[Dataset Boundary: Start]

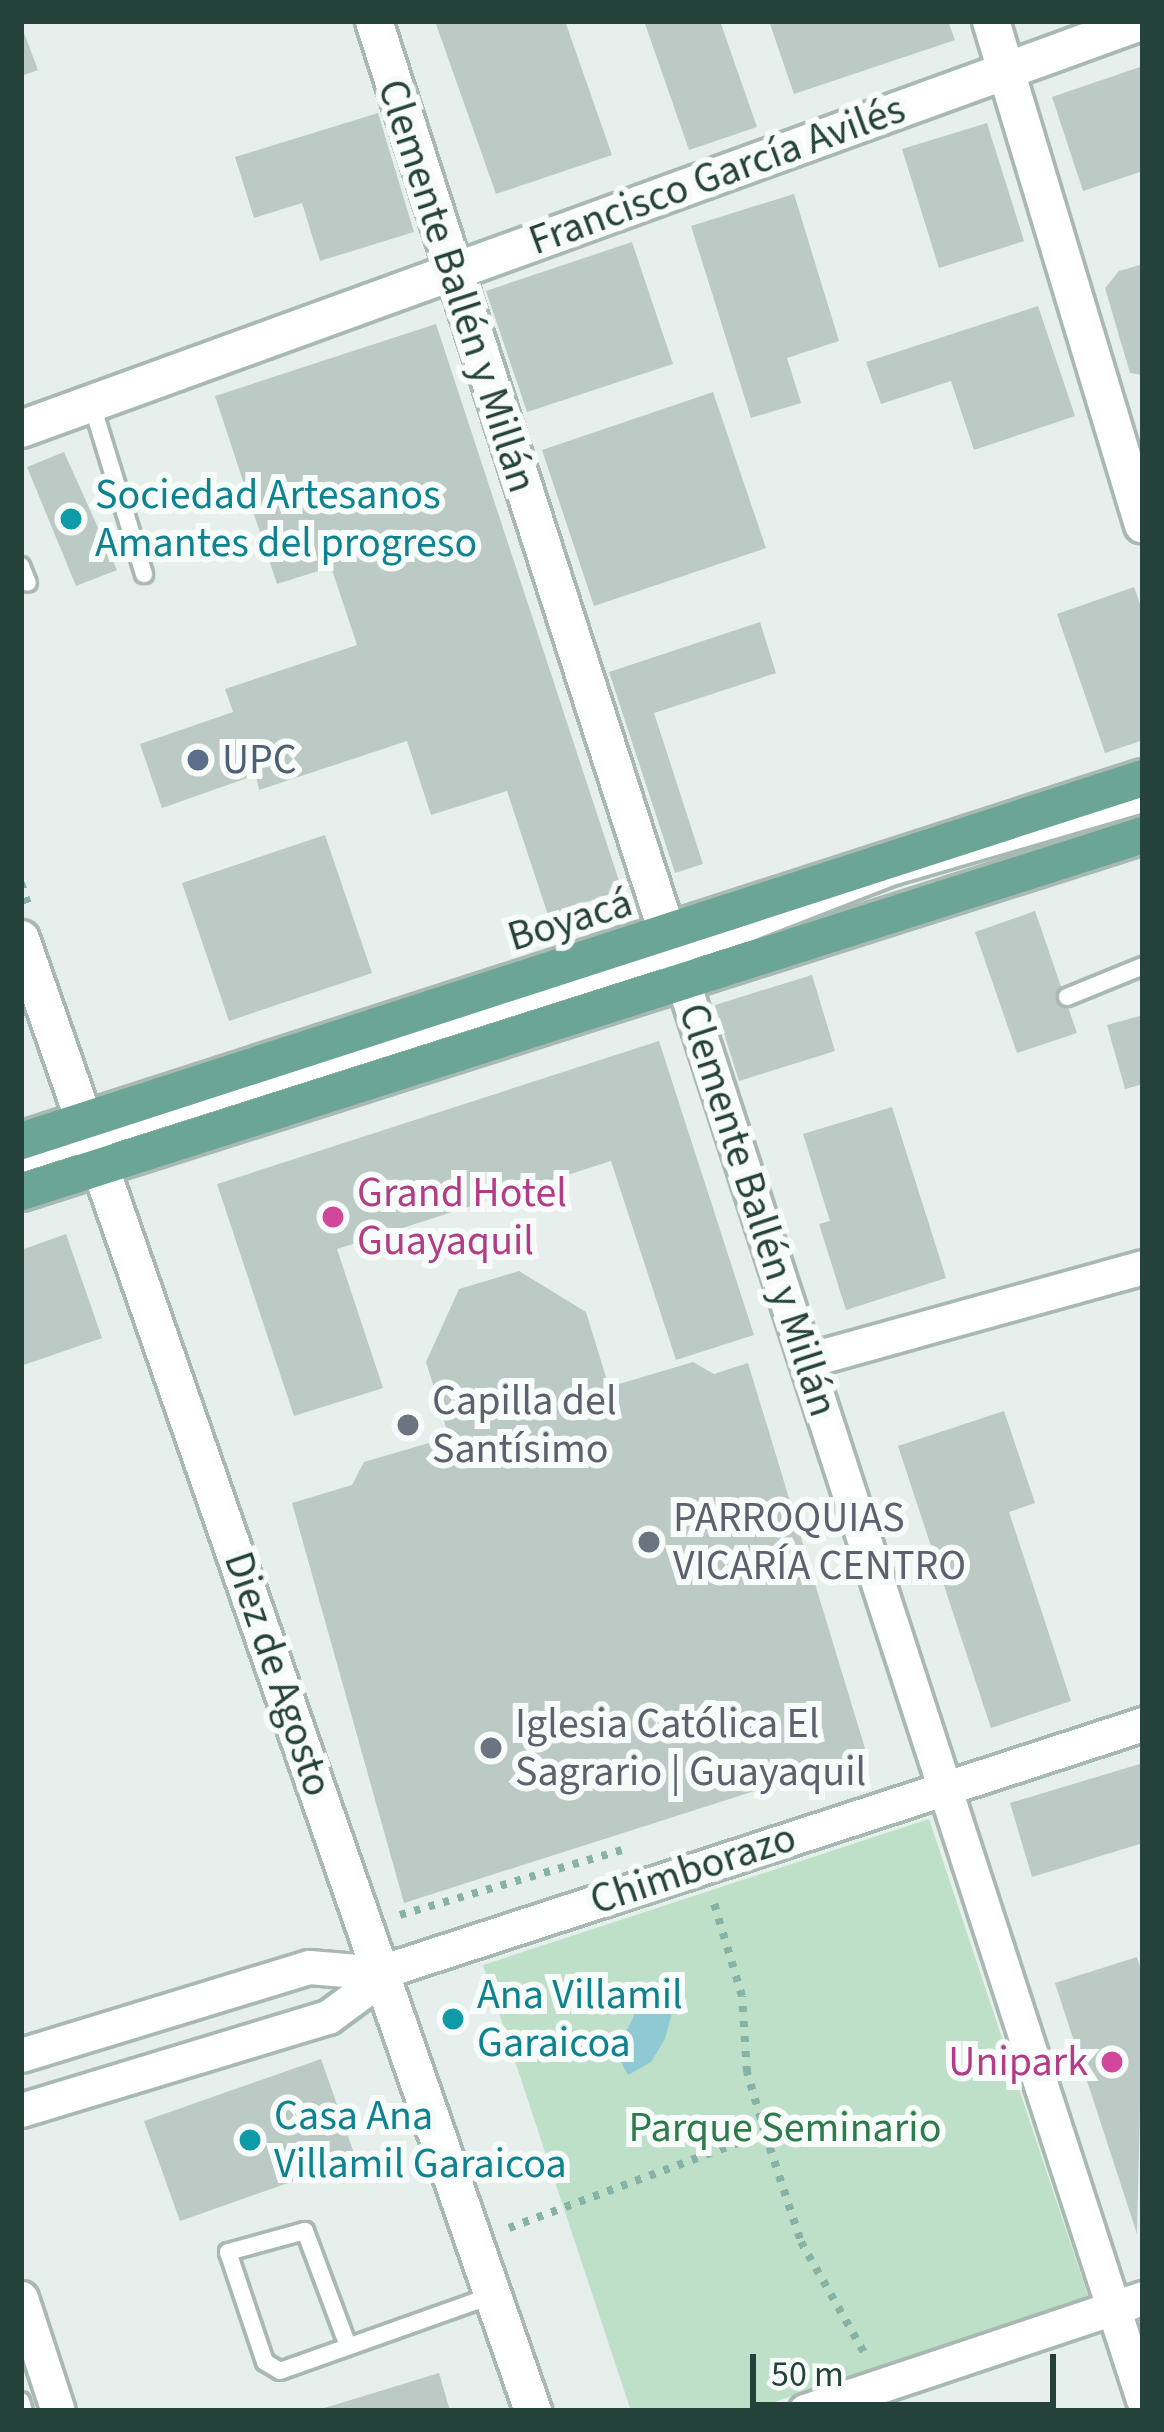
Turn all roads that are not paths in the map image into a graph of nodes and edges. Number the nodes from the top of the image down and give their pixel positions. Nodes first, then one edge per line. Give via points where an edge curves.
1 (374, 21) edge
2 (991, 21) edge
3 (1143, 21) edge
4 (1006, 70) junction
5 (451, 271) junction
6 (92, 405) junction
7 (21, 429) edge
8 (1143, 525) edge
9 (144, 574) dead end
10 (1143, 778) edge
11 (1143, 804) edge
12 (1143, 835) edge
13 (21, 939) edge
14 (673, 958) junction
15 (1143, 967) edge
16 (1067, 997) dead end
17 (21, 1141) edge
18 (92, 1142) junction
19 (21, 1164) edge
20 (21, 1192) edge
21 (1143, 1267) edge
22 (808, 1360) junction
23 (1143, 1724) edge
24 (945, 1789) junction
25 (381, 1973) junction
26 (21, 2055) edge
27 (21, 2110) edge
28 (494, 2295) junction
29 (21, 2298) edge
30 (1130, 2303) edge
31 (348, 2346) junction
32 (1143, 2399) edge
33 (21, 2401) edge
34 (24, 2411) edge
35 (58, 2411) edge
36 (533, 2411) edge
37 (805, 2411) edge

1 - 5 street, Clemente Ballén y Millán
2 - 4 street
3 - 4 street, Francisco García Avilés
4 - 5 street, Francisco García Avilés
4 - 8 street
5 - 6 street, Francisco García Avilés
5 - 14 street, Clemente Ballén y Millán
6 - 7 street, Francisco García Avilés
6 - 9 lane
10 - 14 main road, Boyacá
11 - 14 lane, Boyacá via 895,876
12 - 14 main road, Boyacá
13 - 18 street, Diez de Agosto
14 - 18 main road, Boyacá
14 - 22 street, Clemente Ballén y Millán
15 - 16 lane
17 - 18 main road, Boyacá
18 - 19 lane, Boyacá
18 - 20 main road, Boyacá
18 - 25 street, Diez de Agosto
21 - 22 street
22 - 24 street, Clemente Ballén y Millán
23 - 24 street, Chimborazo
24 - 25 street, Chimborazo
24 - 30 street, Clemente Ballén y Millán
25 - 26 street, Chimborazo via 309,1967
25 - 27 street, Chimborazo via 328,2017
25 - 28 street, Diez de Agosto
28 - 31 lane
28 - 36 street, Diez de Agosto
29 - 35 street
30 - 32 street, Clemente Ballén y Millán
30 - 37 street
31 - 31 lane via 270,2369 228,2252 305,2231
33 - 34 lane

[Dataset Boundary: End]

Copy each line above where "main" appears.

*Task output*:
10 - 14 main road, Boyacá
12 - 14 main road, Boyacá
14 - 18 main road, Boyacá
17 - 18 main road, Boyacá
18 - 20 main road, Boyacá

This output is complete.